[edit]

# Priv’IT: Private and Sample Efficient Identity Testing

*Proceedings of the 34th International Conference on Machine Learning*, PMLR 70:635-644, 2017.

#### Abstract

We develop differentially private hypothesis testing methods for the small sample regime. Given a sample $\mathcal{D}$ from a categorical distribution $p$ over some domain $\Sigma$, an explicitly described distribution $q$ over $\Sigma$, some privacy parameter $\epsilon$, accuracy parameter $\alpha$, and requirements $\beta_\mathrm{I}$ and $\beta_\mathrm{II}$ for the type I and type II errors of our test, the goal is to distinguish between $p=q$ and $d_\mathrm{tv}(p,q) \ge \alpha$. We provide theoretical bounds for the sample size $|\mathcal{D}|$ so that our method both satisfies $(\epsilon,0)$-differential privacy, and guarantees $\beta_\mathrm{I}$ and $\beta_\mathrm{II}$ type I and type II errors.
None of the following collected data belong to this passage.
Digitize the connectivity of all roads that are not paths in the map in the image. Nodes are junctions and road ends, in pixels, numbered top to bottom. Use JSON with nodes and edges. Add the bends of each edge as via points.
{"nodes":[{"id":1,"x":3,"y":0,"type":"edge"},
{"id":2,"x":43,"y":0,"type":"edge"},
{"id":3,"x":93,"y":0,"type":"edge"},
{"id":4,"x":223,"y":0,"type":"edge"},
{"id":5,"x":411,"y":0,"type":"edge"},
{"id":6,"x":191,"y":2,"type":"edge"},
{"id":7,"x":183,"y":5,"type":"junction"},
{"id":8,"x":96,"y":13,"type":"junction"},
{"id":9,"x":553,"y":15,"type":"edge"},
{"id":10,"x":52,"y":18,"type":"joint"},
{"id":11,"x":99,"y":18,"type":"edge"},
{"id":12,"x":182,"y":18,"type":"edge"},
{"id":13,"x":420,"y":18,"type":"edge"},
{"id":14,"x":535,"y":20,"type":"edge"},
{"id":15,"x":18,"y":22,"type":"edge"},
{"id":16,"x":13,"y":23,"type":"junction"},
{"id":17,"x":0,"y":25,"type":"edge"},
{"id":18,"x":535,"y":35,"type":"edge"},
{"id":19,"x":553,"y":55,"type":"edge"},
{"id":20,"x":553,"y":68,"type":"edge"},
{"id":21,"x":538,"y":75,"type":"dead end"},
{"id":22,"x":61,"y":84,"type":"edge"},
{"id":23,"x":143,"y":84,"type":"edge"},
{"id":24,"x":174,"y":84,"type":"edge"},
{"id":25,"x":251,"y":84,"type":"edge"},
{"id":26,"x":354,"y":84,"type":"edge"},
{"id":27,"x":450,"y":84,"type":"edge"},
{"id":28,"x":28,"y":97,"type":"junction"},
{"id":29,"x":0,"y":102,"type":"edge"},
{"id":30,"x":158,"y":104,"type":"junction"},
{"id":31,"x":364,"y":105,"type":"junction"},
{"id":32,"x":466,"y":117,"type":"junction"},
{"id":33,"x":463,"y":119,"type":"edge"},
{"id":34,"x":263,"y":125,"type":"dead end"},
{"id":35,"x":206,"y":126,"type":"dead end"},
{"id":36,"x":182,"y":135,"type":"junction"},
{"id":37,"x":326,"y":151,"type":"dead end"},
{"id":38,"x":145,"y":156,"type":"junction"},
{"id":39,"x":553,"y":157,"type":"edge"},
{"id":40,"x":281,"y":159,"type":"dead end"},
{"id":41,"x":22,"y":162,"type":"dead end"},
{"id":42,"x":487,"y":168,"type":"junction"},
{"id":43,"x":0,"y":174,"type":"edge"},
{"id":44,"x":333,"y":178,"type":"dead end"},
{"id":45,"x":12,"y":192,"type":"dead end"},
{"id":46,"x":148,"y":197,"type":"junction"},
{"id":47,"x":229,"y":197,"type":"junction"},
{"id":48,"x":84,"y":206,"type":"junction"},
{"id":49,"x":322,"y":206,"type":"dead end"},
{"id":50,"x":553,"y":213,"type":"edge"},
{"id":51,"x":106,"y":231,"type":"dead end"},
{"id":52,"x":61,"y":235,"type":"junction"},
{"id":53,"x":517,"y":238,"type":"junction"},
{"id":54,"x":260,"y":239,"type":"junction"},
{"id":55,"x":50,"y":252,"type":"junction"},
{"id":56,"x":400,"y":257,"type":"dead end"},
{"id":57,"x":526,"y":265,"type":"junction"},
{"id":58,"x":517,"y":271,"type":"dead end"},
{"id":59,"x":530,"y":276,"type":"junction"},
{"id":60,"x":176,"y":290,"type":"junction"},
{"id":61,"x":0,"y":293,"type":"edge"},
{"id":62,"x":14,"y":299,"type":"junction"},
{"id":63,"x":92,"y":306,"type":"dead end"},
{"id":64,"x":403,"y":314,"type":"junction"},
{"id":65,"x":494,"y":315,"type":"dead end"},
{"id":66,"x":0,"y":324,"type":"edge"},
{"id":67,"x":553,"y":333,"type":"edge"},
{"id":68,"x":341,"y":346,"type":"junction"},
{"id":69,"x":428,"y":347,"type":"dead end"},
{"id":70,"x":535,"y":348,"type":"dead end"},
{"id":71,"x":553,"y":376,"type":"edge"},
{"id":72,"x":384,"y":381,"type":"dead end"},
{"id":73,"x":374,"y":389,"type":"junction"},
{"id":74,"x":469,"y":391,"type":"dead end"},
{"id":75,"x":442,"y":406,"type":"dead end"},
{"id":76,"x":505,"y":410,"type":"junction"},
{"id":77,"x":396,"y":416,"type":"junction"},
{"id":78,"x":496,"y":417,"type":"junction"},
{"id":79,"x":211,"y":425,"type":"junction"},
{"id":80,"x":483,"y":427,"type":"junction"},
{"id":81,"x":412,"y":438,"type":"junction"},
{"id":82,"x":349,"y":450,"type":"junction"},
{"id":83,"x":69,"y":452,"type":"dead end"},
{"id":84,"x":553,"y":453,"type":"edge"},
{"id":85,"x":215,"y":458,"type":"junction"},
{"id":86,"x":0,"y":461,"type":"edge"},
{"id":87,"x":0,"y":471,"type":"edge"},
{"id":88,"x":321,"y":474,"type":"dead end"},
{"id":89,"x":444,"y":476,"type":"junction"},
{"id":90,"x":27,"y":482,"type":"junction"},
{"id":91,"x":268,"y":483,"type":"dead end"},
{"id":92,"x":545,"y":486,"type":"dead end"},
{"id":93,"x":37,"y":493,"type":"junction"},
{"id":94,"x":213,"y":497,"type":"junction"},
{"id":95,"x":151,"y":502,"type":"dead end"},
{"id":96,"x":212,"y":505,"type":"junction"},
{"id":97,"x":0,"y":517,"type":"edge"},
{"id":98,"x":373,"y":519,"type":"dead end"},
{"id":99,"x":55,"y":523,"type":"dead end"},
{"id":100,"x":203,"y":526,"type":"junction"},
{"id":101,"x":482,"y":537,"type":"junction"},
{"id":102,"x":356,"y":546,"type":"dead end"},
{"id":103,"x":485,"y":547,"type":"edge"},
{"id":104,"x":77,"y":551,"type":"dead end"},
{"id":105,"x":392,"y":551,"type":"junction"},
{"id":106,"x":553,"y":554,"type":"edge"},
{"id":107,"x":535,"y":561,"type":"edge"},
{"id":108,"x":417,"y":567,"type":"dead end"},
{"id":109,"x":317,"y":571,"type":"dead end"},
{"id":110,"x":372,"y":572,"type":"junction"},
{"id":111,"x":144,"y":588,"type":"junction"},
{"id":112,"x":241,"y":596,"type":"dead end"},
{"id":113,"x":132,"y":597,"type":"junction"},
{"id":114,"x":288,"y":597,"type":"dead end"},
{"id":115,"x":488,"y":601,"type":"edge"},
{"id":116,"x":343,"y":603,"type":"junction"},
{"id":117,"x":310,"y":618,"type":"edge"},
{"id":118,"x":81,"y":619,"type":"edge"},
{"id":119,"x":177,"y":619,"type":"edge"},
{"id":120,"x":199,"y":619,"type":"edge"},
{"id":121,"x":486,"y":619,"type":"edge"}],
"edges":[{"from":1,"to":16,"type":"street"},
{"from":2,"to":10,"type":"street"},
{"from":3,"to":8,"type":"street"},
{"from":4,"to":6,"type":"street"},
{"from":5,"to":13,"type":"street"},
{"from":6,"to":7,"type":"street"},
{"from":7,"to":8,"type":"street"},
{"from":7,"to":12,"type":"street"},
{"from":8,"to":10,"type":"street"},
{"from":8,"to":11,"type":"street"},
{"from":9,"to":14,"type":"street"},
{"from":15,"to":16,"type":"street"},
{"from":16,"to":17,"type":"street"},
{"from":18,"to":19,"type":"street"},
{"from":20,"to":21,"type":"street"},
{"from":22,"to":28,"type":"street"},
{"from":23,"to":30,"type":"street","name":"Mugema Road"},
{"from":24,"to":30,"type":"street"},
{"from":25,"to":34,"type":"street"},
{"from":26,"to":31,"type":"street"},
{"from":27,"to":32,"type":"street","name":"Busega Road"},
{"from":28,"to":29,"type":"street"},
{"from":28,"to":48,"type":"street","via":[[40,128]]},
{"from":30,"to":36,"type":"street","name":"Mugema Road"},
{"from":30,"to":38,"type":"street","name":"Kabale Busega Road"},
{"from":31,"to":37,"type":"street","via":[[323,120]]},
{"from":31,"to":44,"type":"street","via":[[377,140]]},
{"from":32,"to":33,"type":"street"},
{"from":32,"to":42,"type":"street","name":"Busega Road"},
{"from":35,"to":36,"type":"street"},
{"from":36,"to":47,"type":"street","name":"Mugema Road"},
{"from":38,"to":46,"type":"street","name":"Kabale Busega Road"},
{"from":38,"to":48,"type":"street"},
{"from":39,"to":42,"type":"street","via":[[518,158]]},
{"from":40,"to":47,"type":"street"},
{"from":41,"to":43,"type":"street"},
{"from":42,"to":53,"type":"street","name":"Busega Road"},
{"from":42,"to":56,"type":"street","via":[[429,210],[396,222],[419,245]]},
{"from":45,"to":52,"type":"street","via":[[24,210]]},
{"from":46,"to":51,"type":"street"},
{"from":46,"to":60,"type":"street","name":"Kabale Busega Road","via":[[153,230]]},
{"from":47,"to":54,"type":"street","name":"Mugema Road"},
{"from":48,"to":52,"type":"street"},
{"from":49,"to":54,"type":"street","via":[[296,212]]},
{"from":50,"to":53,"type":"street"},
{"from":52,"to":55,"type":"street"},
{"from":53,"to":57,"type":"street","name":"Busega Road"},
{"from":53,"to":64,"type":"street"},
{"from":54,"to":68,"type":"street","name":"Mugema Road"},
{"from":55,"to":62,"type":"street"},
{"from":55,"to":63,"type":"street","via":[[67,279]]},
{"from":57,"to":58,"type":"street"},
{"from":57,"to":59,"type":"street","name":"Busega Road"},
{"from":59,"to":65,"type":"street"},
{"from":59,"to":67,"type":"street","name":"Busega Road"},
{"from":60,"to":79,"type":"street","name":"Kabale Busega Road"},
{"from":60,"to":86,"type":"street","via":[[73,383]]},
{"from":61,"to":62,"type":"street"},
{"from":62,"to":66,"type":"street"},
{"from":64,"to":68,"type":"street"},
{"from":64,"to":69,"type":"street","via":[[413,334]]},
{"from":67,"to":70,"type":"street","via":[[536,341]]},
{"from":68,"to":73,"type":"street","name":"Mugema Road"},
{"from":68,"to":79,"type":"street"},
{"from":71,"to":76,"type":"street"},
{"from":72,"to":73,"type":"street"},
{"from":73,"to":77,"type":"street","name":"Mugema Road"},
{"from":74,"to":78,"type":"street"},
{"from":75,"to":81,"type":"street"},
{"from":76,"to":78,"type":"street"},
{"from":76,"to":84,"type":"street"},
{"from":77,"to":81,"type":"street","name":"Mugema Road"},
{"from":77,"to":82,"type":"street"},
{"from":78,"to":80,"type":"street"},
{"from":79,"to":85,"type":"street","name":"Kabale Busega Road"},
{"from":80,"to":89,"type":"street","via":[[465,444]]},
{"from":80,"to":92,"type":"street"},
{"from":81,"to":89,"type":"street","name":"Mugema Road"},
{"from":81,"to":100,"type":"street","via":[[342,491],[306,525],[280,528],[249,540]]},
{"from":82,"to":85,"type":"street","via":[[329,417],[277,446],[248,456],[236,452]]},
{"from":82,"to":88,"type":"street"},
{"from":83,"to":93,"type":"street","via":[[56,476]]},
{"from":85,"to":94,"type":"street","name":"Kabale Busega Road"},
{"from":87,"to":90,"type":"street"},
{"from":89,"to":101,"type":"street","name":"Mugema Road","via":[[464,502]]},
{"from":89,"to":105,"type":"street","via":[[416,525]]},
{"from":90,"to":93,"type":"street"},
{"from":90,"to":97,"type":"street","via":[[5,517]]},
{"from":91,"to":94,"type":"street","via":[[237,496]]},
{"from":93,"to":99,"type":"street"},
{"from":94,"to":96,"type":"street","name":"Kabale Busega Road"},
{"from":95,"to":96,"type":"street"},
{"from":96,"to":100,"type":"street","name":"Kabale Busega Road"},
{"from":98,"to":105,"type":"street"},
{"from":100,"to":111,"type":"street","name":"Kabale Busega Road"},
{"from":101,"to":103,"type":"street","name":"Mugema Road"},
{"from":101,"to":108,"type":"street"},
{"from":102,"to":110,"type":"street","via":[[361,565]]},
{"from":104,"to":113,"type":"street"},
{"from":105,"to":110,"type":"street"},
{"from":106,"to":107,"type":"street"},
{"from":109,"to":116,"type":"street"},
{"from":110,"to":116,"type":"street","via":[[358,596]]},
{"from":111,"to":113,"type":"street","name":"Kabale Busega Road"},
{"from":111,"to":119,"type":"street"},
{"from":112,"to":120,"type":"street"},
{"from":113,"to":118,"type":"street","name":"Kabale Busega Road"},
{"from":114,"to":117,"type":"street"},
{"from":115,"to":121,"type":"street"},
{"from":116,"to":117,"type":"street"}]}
We show that differential privacy may come for free in some regimes of parameters, and we always beat the sample complexity resulting from running the $\chi^2$-test with noisy counts, or standard approaches such as repetition for endowing non-private $\chi^2$-style statistics with differential privacy guarantees. We experimentally compare the sample complexity of our method to that of recently proposed methods for private hypothesis testing.